3. Distinguir entre hechos, suposiciones y preferencias
Cada frase debe clasificarse en una de estas tres categorías.
- Hecho: contenido que puede confirmarse con las pruebas actuales
- Suposición: contenido que solo es correcto bajo determinadas condiciones o que aún no se ha verificado
- Preferencia: forma de proceder que desea una persona o una organización
Tratar una preferencia como si fuera un hecho dificulta el desaprendizaje. Por el contrario, eliminar una obligación legal o una norma de seguridad por confundirla con una simple costumbre puede resultar peligroso.
4. Comprobar las condiciones de aplicación y el período de validez
Hay que comprobar cuándo se creó el método existente, qué problema pretendía resolver y qué herramientas estaban disponibles en ese momento. A continuación, debe preguntarse si las mismas condiciones siguen vigentes.
- ¿Para prevenir qué problema se creó esta regla?
- ¿Sigue existiendo actualmente ese problema?
- ¿Han cambiado la tecnología o la estructura de costes?
- ¿Siguen siendo iguales las normas regulatorias, de seguridad o de calidad?
- ¿Cuál es el mayor riesgo de dejar de utilizar este método?
5. Realizar pequeños experimentos en lugar de una sustitución total
Desaprender no equivale a descartar algo incondicionalmente. Hay que comparar el método existente con el nuevo dentro de un ámbito en el que sea posible revertir los cambios.
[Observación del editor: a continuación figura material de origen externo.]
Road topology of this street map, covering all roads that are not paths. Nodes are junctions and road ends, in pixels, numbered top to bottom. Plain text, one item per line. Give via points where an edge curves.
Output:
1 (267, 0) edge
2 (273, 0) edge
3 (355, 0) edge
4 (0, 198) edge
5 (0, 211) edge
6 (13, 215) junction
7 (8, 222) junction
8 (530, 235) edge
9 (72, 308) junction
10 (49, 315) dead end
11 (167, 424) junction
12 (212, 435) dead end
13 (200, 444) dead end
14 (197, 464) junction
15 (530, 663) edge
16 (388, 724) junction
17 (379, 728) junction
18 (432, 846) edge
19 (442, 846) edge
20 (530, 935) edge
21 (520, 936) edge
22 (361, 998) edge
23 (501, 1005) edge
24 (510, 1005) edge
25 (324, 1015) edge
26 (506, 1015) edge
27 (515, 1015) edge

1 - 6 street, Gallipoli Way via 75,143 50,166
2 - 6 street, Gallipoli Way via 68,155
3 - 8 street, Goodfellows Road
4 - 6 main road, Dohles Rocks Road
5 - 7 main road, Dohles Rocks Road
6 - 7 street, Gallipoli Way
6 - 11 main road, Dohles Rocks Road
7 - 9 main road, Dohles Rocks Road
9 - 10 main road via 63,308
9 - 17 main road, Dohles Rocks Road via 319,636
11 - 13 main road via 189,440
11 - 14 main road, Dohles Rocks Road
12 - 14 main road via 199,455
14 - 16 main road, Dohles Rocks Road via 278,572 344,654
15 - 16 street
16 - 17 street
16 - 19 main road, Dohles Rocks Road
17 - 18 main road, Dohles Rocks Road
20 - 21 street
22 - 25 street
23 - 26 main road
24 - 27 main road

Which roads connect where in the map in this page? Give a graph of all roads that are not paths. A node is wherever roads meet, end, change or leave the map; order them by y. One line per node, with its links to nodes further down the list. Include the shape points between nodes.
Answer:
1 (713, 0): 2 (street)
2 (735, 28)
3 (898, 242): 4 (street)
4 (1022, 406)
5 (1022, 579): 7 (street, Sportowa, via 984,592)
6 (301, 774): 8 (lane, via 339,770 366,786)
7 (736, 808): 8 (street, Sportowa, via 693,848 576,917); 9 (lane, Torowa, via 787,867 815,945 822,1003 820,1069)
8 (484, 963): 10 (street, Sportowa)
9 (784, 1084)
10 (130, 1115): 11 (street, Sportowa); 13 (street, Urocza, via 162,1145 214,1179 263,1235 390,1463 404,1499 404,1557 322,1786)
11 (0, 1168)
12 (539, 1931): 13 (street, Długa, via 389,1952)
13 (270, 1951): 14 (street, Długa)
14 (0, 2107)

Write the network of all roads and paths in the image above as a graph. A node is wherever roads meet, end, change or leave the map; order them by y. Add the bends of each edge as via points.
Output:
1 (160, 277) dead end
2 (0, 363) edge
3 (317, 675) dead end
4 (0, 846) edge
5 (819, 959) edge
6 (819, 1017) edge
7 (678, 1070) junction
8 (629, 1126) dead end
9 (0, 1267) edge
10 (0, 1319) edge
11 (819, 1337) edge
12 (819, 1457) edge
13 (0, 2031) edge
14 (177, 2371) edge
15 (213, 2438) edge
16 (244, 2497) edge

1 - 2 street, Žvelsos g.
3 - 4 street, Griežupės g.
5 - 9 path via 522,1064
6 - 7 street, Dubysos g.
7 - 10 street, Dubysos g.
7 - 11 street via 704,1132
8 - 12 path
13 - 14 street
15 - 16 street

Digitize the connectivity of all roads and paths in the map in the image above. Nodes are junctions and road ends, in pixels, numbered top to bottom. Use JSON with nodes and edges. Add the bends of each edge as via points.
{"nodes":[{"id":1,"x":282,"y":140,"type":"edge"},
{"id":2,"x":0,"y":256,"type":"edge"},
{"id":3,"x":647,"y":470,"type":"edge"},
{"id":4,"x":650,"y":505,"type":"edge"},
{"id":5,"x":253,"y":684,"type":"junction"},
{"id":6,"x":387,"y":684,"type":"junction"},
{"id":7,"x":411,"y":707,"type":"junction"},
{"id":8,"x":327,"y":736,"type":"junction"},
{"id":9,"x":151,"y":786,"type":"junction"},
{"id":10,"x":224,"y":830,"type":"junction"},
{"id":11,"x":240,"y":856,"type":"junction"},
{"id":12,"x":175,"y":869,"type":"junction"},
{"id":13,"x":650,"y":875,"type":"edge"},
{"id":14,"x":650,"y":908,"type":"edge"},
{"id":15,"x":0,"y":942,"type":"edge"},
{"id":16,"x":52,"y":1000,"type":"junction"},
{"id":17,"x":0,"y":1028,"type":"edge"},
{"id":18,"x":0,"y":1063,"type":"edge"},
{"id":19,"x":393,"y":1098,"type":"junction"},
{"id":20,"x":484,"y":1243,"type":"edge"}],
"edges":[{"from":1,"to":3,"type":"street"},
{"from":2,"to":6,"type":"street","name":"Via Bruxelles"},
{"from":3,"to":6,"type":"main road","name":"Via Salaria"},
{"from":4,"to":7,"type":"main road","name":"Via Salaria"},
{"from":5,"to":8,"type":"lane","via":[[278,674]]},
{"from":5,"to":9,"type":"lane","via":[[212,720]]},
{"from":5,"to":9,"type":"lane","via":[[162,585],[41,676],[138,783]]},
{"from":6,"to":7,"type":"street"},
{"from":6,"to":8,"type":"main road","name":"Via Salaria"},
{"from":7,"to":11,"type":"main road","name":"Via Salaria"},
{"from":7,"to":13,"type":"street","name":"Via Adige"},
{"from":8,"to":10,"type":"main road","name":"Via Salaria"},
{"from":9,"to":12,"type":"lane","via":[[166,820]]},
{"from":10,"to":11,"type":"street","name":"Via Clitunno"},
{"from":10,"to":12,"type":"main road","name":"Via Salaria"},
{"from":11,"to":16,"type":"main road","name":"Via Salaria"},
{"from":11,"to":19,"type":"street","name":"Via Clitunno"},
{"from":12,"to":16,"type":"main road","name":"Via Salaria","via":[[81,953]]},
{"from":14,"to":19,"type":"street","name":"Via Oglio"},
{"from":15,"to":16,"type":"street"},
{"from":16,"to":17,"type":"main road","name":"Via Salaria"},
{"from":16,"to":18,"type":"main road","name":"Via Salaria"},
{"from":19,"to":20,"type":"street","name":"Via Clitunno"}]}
Por ejemplo, antes de eliminar por completo el informe semanal, se puede reducir a la mitad el número de elementos que informa un equipo y comparar el tiempo de toma de decisiones, los errores, el retrabajo y la satisfacción de los usuarios. Al introducir IA generativa, también resulta más seguro empezar probando la elaboración de borradores de documentos que puedan hacerse públicos y mantener los datos sensibles y la aprobación final bajo procedimientos de control independientes.
6. Registrar los nuevos criterios y los motivos del descarte
Según los resultados del experimento, el método existente se mantiene, modifica, pospone o descarta. No se debe registrar únicamente qué se ha cambiado, sino también lo siguiente:
- El propósito del método anterior
- Las premisas que han dejado de ser válidas
- Los principios y mecanismos de control que deben mantenerse
- Las condiciones en las que el nuevo método es válido
- La fecha de revisión y la persona responsable
Este registro evita que el nuevo método se consolide como otra práctica no verificada.